Security is Everyone's Job
Post-exploitation is the phase of a penetration test where the tester tries to leverage the access gained from exploiting a vulnerability to achieve further goals, such as data exfiltration, privilege escalation, lateral movement, persistence, or pivoting.
From a pentester’s perspective, post-exploitation is a crucial phase that demonstrates the real impact and risk of a breach, as well as the effectiveness of the security controls and incident response of the target organization.
Post-exploitation also requires a high degree of experience, creativity, and stealth, as the pentester needs to navigate deeper into the network, access sensitive data and systems, evade detection and prevention mechanisms, and maintain access for future use
Post-exploitation can be challenging and rewarding for pentesters, as they can discover new attack vectors, exploit high-value targets, and simulate realistic threat scenarios.

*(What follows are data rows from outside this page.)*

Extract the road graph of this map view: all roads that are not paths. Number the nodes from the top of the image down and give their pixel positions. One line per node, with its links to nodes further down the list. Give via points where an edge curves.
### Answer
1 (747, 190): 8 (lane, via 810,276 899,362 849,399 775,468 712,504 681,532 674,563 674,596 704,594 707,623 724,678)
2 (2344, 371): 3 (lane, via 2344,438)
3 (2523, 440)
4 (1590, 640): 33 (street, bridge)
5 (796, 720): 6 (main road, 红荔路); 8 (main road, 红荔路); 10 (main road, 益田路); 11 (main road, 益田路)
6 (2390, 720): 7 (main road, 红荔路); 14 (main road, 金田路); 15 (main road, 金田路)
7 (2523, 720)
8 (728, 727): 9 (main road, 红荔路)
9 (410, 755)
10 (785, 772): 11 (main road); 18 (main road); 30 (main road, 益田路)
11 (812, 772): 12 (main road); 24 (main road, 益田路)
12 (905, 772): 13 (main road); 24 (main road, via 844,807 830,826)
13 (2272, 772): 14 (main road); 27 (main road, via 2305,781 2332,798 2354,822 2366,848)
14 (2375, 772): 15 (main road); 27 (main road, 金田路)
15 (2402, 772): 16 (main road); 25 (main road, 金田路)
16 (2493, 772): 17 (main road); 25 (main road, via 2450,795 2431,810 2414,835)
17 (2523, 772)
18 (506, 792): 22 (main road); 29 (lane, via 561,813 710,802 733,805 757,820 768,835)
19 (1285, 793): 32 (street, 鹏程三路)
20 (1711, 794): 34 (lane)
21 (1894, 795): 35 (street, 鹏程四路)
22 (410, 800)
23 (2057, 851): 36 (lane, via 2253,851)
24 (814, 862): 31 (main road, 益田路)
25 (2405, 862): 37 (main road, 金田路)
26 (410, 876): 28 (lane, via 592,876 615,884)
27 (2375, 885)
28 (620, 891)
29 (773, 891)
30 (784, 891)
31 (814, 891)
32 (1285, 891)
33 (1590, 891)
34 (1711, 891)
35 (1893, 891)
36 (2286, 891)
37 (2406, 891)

Mimikatz: A credential-dumping tool that can extract plaintext passwords, hashes, tickets, and keys from memory. It can also perform pass-the-hash, pass-the-ticket, and other attacks. It is written in C and has a PowerShell version called PowerSploit
Empire: A post-exploitation framework that uses PowerShell and Python agents to execute modules on compromised hosts. It can perform various tasks such as bypassing UAC, dumping credentials, escalating privileges, and exfiltrating data
Responder: A network poisoning tool that listens for broadcast requests and responds with malicious answers. It can capture NTLM hashes, perform man-in-the-middle attacks, and relay credentials to other hosts
CrackMapExec: A swiss army knife for pentesting Windows networks. It can perform reconnaissance, enumeration, exploitation, and post-exploitation using various protocols such as SMB, WMI, WinRM, and MSSQL
PoshC2: A command and control framework that uses PowerShell or Python implants to communicate with compromised hosts. It can execute payloads, scripts, and modules on the fly or schedule them for later execution.
BloodHound: A graph-based analysis tool that maps the relationships and trust between Active Directory objects. It can identify attack paths, privilege escalation opportunities, and domain vulnerabilities.
PowerSploit: PowerSploit is a PowerShell post-exploitation framework that consists of various modules and scripts that can help penetration testers and hackers perform different tasks on compromised machines.
SharpSploit: SharpSploit is a .NET post-exploitation library written in C# that aims to highlight the attack surface of .NET and make the use of offensive .NET easier for red teamers. SharpSploit is named, in part, as a homage to the PowerSploit project, a personal favorite of its author. SharpSploit has various modules for credentials, enumeration, evasion, execution, lateral movement, persistence, and pivoting.